* About this task
Lines from the records below that contain the word "than" are to be copied out.

------------------------------------

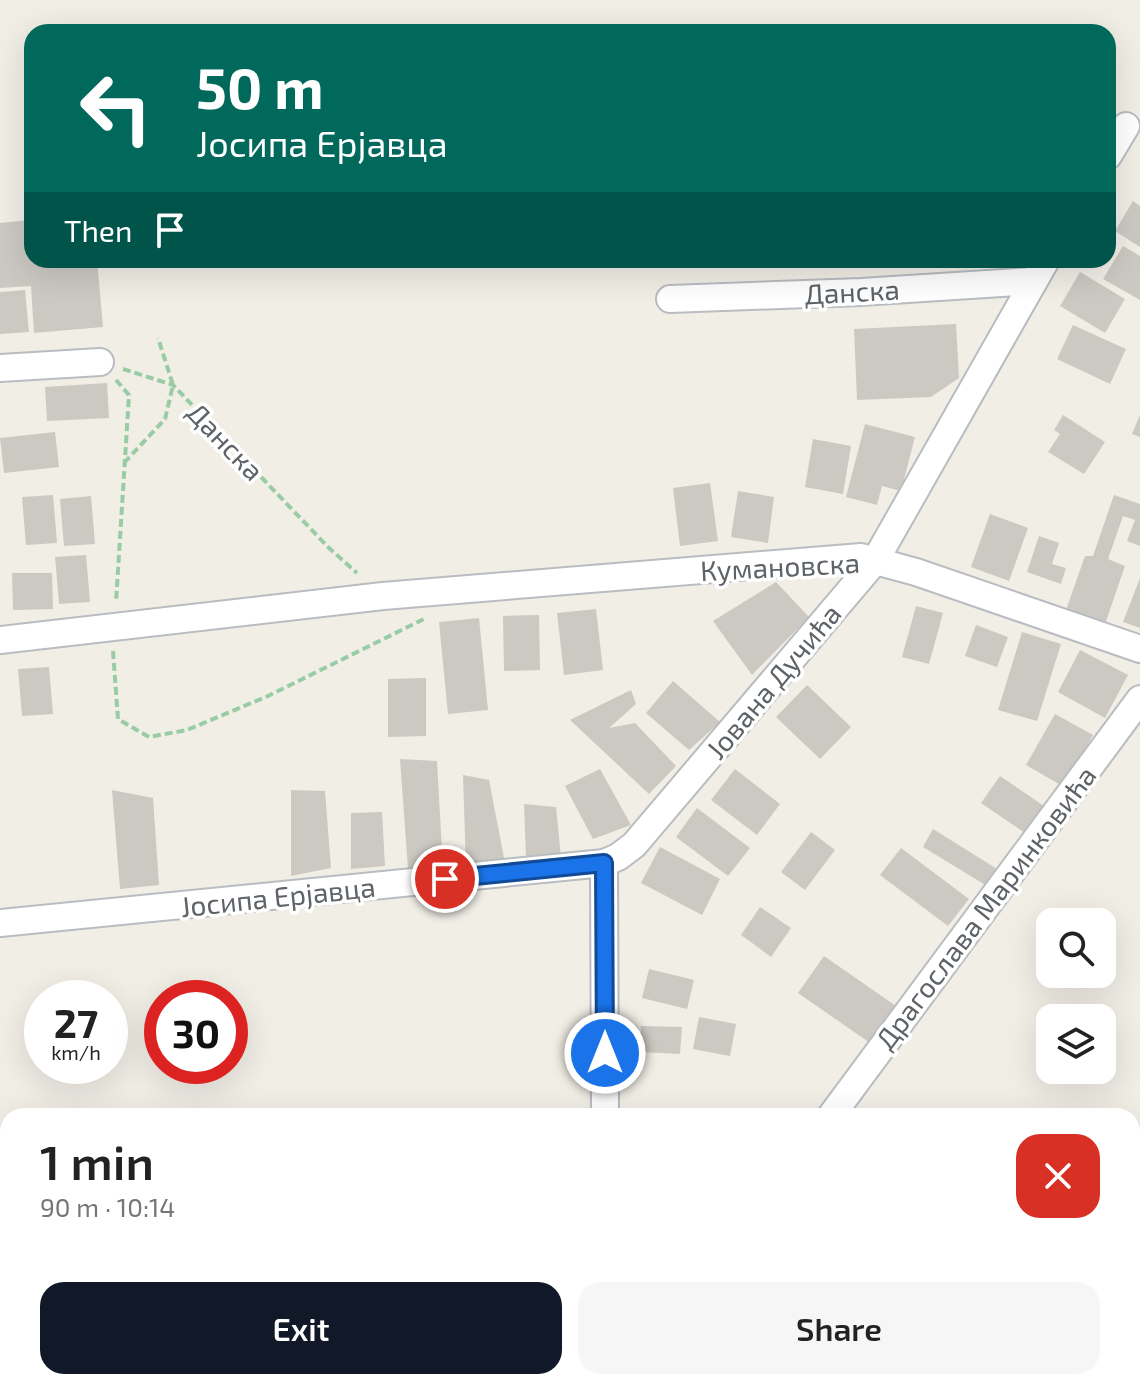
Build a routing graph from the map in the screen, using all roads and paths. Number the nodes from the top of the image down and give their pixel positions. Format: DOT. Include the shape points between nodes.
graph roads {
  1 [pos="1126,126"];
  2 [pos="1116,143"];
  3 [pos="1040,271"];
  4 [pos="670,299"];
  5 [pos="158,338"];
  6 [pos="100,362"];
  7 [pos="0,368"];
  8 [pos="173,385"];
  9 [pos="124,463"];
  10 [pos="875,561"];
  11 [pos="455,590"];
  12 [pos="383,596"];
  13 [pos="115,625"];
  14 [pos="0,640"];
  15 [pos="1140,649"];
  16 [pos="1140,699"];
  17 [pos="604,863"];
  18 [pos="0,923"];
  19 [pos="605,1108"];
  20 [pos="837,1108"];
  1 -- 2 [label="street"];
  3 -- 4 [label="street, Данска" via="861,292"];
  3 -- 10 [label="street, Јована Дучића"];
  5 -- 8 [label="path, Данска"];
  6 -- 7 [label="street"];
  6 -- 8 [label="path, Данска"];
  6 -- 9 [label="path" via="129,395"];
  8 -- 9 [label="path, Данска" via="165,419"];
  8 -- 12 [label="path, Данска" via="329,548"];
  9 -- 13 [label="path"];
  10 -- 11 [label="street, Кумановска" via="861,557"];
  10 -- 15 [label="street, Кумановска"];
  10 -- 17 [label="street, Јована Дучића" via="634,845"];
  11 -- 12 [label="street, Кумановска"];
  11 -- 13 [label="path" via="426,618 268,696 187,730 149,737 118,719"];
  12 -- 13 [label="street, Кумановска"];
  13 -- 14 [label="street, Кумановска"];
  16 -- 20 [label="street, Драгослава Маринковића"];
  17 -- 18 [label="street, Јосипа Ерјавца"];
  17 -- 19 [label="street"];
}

------------------------------------

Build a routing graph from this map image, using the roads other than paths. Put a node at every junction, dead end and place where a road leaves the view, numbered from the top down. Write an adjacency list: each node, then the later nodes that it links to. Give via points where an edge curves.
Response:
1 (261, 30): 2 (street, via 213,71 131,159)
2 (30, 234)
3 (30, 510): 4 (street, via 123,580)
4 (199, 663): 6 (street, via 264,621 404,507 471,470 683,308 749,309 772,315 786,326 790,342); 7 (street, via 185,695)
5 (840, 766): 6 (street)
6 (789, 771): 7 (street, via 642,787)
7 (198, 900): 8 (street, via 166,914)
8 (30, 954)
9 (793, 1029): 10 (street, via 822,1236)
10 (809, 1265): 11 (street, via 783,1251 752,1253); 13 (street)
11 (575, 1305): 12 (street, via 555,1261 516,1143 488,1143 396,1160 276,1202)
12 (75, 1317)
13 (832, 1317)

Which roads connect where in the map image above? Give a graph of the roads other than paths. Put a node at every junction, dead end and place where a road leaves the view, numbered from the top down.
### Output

------------------------------------

* Expected answer
Build a routing graph from this map image, using the roads other than paths. Put a node at every junction, dead end and place where a road leaves the view, numbered from the top down. Write an adjacency list: each node, then the later nodes that it links to. Give via points where an edge curves.
Which roads connect where in the map image above? Give a graph of the roads other than paths. Put a node at every junction, dead end and place where a road leaves the view, numbered from the top down.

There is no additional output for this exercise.